[Entries taken from a collection]
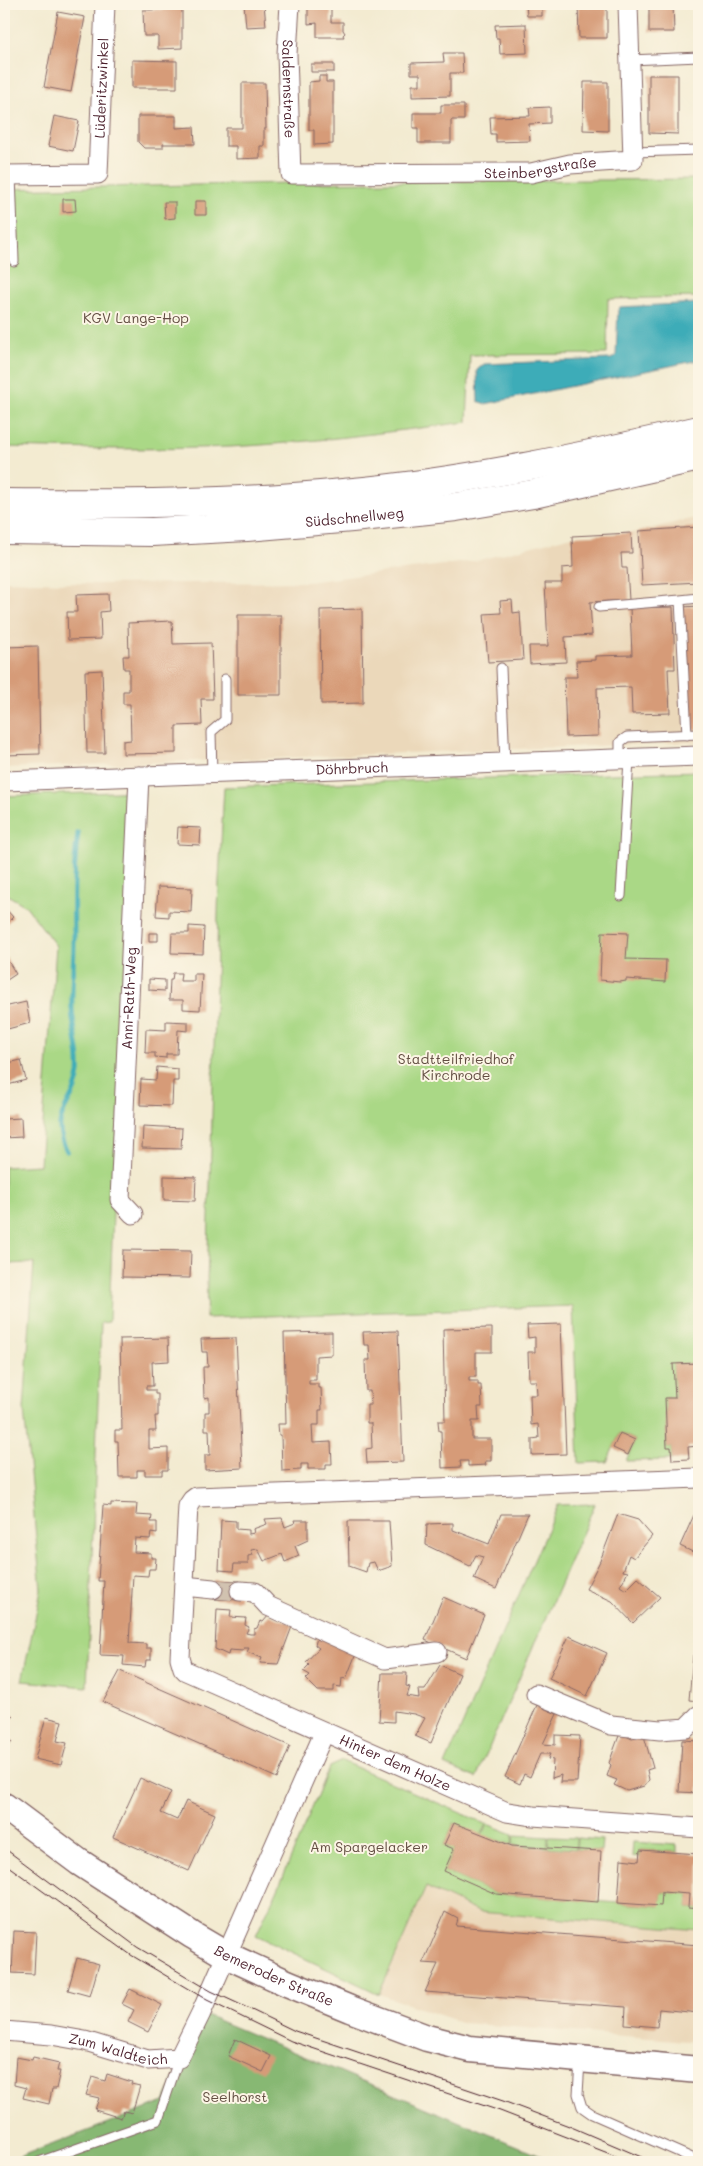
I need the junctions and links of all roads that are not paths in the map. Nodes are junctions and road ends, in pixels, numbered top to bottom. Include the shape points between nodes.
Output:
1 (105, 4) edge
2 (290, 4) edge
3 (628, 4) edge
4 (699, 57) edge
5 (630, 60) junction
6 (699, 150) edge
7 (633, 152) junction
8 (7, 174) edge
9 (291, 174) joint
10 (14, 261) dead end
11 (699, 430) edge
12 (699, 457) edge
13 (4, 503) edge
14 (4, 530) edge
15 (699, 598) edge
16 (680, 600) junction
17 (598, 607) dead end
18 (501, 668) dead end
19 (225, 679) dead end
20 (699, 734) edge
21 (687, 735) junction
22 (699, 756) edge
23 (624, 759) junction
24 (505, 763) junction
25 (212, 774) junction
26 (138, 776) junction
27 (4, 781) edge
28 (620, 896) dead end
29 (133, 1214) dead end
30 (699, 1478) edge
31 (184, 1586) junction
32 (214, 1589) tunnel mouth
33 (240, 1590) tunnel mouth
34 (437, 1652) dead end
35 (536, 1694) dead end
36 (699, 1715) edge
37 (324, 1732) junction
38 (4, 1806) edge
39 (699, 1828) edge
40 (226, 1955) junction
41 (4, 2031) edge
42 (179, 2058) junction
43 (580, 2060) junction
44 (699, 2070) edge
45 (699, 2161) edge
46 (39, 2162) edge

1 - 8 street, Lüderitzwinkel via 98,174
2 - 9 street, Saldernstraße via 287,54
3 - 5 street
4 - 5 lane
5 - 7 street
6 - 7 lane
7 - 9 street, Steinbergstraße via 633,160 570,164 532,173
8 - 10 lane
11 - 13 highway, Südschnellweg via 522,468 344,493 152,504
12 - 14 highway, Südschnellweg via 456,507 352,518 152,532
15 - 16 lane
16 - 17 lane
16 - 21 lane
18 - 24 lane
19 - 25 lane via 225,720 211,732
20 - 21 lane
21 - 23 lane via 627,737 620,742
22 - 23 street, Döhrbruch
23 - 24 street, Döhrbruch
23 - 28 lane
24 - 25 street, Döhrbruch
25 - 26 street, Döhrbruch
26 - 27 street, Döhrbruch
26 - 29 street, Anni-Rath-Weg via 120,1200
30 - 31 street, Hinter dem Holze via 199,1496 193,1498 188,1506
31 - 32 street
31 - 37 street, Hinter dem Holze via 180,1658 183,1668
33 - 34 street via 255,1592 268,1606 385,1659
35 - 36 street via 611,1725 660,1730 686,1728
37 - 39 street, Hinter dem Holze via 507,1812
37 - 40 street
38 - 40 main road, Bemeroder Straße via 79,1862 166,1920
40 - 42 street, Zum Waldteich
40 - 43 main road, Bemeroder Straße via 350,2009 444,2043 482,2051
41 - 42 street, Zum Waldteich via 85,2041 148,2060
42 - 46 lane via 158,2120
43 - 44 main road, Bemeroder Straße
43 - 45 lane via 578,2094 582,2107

Assigned task » Tally every line in these entries where the string "Döhrbruch" occurs. The tally alone is the answer.

Exercise output » 5